If there is one other nation in the world that Turkey seems to resemble, it is China. Like Turkey, China is a country that has built itself on one population element, the Han, which it has favored at the expense of all others, and the suppression of some—Tibetans, Uighurs—that meets present-day definitions of genocide. Like Turkey, it has no allies, and its aggressive intentions toward shared sea territory with others in its region—Japan, Korea, Vietnam, the Philippines—leaves it in a perpetual state of tension with its neighbors. Like Turkey, it lays claim to an island near its shores that has no wish to be part of it. Above all, its modern state rests on a great and unacknowledged crime, the vast, deadly, and unacknowledged persecution known as the Cultural Revolution.

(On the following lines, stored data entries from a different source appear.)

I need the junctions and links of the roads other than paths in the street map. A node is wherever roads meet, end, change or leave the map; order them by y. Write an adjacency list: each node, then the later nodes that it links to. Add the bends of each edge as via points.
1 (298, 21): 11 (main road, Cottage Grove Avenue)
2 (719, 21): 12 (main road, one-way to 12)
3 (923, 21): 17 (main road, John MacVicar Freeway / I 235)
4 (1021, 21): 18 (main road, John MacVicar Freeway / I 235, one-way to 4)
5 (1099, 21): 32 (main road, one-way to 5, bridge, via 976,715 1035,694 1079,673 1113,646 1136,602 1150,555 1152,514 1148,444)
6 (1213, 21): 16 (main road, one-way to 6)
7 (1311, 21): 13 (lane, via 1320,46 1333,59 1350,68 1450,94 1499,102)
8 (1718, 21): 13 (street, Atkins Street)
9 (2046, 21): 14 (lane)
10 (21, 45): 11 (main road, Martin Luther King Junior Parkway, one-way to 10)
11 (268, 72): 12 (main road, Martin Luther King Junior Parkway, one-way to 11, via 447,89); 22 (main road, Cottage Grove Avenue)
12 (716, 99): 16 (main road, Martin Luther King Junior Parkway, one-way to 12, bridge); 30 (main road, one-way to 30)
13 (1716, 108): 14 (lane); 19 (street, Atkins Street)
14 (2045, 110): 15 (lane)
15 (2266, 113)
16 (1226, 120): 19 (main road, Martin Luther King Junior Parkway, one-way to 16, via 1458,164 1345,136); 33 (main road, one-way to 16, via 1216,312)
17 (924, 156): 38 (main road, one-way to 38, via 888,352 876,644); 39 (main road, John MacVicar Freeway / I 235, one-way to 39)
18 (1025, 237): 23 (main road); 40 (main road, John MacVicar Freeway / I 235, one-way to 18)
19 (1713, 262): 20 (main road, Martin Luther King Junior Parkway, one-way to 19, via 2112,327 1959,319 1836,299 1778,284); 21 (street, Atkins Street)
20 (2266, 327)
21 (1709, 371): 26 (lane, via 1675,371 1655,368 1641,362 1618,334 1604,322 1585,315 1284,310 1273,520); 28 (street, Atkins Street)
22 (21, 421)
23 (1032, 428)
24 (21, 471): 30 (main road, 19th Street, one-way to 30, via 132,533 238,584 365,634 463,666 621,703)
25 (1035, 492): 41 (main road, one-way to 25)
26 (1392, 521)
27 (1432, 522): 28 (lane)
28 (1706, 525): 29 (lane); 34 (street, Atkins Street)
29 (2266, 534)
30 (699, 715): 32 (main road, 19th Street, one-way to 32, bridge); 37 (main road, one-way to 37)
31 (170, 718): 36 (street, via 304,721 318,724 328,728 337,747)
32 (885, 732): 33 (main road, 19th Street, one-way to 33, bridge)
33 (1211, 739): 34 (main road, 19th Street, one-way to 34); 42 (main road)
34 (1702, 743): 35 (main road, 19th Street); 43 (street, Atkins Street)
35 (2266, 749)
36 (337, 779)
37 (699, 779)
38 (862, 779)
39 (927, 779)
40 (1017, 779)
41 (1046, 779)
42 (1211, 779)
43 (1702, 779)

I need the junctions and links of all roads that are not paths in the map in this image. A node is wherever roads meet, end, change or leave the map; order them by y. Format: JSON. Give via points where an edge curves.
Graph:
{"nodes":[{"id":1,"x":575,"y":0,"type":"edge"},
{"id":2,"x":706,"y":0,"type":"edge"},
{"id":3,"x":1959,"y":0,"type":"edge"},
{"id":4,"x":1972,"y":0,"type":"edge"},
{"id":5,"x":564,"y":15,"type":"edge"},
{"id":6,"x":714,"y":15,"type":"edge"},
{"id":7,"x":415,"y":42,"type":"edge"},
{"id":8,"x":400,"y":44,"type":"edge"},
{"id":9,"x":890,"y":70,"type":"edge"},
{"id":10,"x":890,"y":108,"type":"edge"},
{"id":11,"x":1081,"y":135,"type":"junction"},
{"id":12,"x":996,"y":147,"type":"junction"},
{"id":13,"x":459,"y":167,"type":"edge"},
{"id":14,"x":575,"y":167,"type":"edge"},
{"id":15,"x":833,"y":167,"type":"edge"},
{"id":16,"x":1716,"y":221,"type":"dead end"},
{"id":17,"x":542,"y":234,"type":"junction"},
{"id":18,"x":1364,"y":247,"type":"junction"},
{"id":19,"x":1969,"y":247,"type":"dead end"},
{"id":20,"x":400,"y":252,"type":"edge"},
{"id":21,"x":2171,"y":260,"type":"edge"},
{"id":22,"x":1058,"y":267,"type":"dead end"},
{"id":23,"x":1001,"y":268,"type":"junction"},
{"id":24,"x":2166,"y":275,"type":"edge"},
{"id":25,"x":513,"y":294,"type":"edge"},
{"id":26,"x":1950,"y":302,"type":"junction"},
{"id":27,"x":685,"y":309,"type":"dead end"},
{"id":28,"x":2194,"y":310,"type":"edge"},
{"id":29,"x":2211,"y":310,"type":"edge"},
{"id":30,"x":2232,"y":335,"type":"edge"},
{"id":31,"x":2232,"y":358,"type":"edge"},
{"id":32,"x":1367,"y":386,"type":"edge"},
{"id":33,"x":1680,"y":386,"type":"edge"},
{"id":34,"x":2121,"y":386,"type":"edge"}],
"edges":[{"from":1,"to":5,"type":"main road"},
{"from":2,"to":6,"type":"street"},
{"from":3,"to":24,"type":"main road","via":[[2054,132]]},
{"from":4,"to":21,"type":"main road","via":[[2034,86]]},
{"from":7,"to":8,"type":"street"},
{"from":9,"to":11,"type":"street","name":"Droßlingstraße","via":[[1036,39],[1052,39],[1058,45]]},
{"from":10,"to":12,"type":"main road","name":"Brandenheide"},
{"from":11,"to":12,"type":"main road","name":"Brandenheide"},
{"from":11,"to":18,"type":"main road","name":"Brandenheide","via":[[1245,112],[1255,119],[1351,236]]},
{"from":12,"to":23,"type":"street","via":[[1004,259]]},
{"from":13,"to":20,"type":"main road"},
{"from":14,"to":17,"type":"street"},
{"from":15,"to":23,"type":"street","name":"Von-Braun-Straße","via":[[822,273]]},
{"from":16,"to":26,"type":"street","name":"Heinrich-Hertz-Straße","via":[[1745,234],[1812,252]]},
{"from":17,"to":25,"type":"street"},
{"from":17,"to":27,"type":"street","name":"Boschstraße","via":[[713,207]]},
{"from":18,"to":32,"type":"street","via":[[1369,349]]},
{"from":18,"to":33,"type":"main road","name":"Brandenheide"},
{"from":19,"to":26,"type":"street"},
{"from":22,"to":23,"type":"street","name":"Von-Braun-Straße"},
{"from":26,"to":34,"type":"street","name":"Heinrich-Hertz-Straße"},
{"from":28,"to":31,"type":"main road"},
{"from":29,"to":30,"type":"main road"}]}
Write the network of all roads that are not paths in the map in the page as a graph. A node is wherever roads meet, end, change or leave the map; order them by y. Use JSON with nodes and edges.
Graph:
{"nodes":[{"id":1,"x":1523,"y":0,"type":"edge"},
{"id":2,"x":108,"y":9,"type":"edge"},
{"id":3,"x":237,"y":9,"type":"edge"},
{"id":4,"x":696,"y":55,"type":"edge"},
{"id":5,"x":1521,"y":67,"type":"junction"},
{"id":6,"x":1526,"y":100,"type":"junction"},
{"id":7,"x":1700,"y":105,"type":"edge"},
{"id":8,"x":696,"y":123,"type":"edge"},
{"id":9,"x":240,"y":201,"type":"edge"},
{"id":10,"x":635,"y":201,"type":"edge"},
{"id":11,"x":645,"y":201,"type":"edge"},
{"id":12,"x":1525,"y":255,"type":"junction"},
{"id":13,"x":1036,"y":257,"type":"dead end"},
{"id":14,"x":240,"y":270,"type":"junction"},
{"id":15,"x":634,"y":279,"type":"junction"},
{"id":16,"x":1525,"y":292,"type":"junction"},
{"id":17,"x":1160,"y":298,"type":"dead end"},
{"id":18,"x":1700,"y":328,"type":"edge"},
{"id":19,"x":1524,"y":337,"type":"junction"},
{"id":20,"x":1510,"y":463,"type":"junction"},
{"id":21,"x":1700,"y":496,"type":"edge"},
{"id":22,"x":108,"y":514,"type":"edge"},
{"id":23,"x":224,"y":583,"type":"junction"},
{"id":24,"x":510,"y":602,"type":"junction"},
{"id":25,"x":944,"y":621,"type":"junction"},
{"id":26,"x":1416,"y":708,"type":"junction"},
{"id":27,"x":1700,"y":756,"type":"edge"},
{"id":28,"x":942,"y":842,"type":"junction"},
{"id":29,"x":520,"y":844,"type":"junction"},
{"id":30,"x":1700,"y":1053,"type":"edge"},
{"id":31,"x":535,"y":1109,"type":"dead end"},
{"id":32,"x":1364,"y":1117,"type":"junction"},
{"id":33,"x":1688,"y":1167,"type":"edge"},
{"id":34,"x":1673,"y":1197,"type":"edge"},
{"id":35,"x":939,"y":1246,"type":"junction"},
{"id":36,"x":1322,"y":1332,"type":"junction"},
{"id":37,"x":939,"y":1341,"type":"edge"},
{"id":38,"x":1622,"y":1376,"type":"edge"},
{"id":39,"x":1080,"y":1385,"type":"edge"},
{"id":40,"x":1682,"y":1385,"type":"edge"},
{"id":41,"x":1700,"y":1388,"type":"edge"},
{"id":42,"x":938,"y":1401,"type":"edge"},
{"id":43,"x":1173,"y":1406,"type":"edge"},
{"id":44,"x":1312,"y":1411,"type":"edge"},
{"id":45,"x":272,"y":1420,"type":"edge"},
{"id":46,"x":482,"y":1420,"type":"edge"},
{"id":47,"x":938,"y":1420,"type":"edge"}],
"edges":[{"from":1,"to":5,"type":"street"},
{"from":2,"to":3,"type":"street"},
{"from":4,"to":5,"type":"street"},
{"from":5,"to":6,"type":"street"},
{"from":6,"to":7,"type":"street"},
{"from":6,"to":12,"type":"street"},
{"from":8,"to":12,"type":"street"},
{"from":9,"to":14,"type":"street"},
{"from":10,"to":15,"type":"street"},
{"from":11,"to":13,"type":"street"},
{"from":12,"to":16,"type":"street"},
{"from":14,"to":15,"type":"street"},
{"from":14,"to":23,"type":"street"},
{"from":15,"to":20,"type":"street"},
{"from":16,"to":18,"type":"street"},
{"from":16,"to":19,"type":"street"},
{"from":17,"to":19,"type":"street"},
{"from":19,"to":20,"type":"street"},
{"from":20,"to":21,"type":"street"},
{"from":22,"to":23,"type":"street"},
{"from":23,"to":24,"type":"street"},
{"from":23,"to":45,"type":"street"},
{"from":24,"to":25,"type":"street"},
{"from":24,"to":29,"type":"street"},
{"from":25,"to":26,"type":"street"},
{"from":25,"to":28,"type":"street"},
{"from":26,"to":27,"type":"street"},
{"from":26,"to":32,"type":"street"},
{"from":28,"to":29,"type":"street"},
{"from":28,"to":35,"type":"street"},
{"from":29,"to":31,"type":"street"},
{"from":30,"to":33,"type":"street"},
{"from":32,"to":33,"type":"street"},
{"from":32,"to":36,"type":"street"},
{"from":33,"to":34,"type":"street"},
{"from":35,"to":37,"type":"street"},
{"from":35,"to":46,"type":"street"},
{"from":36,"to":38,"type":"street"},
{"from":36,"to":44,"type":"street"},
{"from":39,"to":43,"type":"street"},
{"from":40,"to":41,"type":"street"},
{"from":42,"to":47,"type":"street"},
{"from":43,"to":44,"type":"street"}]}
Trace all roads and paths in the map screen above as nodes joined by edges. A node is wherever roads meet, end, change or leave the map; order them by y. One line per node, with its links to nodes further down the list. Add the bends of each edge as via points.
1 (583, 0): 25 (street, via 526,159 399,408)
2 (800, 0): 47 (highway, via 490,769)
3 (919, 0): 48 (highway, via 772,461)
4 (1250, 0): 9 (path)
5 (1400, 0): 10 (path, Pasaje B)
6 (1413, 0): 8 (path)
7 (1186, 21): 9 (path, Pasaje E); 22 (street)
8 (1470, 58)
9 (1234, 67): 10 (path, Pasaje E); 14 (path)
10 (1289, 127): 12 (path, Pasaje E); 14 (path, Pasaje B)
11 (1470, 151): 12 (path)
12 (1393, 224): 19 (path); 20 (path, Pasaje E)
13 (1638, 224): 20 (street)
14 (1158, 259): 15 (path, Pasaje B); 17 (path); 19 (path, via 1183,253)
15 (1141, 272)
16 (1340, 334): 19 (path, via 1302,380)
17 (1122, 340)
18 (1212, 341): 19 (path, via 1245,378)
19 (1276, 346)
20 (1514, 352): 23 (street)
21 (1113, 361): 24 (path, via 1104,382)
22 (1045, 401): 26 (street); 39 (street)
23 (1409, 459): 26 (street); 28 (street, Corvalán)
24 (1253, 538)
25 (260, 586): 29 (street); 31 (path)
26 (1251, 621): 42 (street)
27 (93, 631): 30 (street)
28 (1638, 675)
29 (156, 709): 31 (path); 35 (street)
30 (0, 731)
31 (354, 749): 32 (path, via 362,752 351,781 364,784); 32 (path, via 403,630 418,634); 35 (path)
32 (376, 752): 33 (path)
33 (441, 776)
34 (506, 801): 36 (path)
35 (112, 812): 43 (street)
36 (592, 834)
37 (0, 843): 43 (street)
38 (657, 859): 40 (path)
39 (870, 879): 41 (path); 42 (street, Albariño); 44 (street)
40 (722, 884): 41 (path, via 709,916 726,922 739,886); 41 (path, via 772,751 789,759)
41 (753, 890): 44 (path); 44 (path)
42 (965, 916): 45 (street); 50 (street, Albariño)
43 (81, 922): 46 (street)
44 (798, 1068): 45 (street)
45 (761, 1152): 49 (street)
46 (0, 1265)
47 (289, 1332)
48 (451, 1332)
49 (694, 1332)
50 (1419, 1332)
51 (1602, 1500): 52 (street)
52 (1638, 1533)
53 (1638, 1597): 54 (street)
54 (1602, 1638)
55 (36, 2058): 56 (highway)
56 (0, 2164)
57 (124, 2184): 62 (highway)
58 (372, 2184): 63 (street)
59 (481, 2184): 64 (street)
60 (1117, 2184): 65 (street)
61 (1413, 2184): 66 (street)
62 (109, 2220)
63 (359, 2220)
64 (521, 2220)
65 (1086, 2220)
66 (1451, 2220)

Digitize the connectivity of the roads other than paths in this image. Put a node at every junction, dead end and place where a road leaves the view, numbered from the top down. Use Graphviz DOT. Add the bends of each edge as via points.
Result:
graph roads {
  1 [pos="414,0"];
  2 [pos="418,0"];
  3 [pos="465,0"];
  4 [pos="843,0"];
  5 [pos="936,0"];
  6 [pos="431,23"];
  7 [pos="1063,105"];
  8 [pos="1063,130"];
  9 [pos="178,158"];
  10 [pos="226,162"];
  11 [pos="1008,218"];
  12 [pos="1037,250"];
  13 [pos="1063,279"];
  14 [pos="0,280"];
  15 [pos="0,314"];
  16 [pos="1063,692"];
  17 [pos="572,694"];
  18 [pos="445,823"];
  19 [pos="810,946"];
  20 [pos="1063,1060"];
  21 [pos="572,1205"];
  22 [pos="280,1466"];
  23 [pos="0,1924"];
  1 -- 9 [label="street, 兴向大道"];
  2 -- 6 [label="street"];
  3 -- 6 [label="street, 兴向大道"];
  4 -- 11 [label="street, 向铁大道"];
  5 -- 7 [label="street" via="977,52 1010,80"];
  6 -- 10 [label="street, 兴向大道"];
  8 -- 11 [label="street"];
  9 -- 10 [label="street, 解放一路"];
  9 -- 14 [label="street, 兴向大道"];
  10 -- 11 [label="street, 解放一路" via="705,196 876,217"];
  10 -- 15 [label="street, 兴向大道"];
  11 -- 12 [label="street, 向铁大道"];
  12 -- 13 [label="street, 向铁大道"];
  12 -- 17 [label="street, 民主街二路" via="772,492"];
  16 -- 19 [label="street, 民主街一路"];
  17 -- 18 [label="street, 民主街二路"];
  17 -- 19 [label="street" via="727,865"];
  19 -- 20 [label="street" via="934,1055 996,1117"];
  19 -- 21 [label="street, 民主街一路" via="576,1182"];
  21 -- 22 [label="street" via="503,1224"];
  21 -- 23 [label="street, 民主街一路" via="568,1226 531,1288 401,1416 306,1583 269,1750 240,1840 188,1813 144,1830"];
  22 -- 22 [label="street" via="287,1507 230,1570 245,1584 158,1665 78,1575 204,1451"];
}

China, of course, embodies a great and ancient civilization as well, and it has many cultural resources to draw on if and when it wishes to turn in a more liberal direction. Turkey is a state only a hundred years old. It can tell a story about itself that is not without honor, as a nation born of its refusal to be partitioned by foreign powers. But it cannot tell such a story without acknowledging the terrible circumstances of that birth. You can run with a lie. But you can only rest with the truth.
Benny Morris and Dror Ze’evi. The Thirty-Year Genocide: Turkey’s Destruction of Its Christian Minorities,
1894-1924. Harvard University Press, 2019.
George M. Shirinian. Genocide in the Ottoman Empire: Armenians, Assyrians, and Greeks, 1913-1923.
Bergahn Books, 2017.
Vasileios Meichanetsidis. “The Genocide of the Greeks of the Ottoman Empire, 1913-1923: A Comprehensive Overview.” Genocide Studies International 9, 1 (2015): 104-73.